Para observar, los West-Highland, Belted Galloway y Salers
1 minuto de lectura'
Como todos los años, en el Pabellón Ocre se pueden encontrar ejemplares vacunos que llaman la atención y hasta se los puede definir como curiosidades de la Rural.
Por un lado, los West-Highland, con su pelo largo y rojizo y su cornamenta bien definida y las negras con faja blanca Belted Galloway, ambas presentadas por la cabaña La Biznaguita, de la localidad bonaerense de Roque Pérez y propiedad del criador Carlos Pedro Blaquier.
Por el otro, los imponentes Salers, exhibidos por el único criador en el país, Antonio Deane, de la cabaña El Patacón, de Ameghino, provincia de Buenos Aires.
Fabricio Santos, encargado de campo de La Biznaguita, explicó a LA NACION que tanto la West-Highland y como la Belted Galloway son razas carniceras procedentes de Escocia, con la diferencia que la primera es de la sierra, más rústica y adaptable al clima frío, y la segunda, es de una zona más llana.

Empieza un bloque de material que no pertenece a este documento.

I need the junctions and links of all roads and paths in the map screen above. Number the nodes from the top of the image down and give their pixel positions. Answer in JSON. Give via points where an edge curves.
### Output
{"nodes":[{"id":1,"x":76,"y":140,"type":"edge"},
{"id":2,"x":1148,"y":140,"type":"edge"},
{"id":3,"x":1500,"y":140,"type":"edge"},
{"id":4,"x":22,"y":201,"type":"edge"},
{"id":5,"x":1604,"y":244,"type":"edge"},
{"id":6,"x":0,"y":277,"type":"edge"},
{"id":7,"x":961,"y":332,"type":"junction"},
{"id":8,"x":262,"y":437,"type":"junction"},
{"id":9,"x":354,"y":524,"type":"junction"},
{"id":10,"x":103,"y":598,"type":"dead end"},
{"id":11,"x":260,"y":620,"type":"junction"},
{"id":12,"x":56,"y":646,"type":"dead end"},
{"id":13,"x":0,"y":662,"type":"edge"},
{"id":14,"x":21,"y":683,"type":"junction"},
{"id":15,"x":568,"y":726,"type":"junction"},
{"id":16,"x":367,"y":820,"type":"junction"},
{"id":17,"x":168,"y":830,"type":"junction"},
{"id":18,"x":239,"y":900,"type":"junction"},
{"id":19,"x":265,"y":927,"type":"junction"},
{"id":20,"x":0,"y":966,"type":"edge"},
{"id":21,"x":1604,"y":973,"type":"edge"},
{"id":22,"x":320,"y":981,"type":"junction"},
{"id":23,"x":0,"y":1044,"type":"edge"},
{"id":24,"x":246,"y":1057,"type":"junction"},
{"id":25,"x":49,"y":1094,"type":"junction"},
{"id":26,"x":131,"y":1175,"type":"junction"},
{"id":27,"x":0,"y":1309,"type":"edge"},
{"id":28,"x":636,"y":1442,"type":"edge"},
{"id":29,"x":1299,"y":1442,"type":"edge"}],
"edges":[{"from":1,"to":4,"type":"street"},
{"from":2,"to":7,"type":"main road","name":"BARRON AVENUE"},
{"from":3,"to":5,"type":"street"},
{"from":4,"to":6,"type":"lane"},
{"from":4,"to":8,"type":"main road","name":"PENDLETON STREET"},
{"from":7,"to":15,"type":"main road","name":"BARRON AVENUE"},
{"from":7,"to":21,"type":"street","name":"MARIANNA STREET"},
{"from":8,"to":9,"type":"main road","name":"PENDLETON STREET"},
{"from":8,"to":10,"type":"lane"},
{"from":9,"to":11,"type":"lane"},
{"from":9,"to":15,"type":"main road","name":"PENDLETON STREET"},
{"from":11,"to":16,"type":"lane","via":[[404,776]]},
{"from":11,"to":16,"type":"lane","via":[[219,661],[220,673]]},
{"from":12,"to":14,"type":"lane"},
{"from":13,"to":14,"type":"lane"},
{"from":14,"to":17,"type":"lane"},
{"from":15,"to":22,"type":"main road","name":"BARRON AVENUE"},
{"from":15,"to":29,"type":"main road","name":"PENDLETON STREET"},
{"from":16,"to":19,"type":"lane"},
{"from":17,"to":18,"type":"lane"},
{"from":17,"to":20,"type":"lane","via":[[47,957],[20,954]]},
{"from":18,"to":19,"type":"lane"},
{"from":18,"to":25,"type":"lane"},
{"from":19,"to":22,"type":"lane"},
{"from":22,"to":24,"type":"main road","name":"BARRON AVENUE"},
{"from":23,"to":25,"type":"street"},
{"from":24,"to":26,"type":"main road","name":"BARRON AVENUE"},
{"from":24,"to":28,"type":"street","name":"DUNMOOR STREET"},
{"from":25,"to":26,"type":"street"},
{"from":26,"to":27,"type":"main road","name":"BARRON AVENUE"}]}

"Ambas razas se crían durante casi todo el año en sistema pastoril, pero 60 días antes de llegar a Palermo se ponen en piquetes y se le da una ración", agregó el encargado.
"Es una cuestión de gustos" se refirió Santos al explicar los motivos del criador en elegir estos animales. "El West-Highland es un animal muy conocido en los Estados Unidos. Se utiliza como imagen para cotos de caza y es más bien un animal para coleccionistas, en tanto que la Belted Galloway, si bien tiene el mismo fin, quizá tenga un futuro diferente, pues mucha gente la está cruzando con Angus en zonas marginales", acotó.
Con acento francés
La raza Salers nació en Francia hace más de 7000 años. "La traje a mi cabaña porque considero que es la mejor para el entrecruzamiento de carne", comentó el criador, Antonio Deane.
A diferencia de la mayoría de las razas europeas, que se desarrollan bajo condiciones de confinamiento en granjas intensivamente controladas, el Salers es un ganado con gran capacidad de pastoreo.
"Empezamos la cabaña en 1990 con la adquisición de dos vaquillonas en Alberta, Canadá", explicó Deane, quien expresó su convicción de que "las cualidades excepcionales de la raza - fertilidad, facilidad de parto, leche, precocidad y conformación que transmite a su progenie-, avalan la fe que tenemos en que los Salers ocuparán en breve un lugar importante en los esquemas de producción de carne que se avecinan".
El criador explicó que al nacer los terneros pesan unos 37 kilogramos en promedio. "Nacen con cabezas pequeñas, son angostos entre paletas y de cuerpos largos y delgados, lo que permite gran facilidad en el parto", subrayó.
Respecto de sus condiciones para el cruzamiento, el cabañero explicó que "los resultados de las pruebas de cruzamientos con Polled Hereford y Angus colorado han demostrado que al año y medio los novillos alcanzan los 500 kilogramos de promedio a campo no suplementado".
Esta raza tiene una alta proporción de carne, bajo nivel de grasa, gran área de ojo de bife y alto rendimiento en mostrador, "cualidades demandadas por la industria frigorífica", concluyó Deane.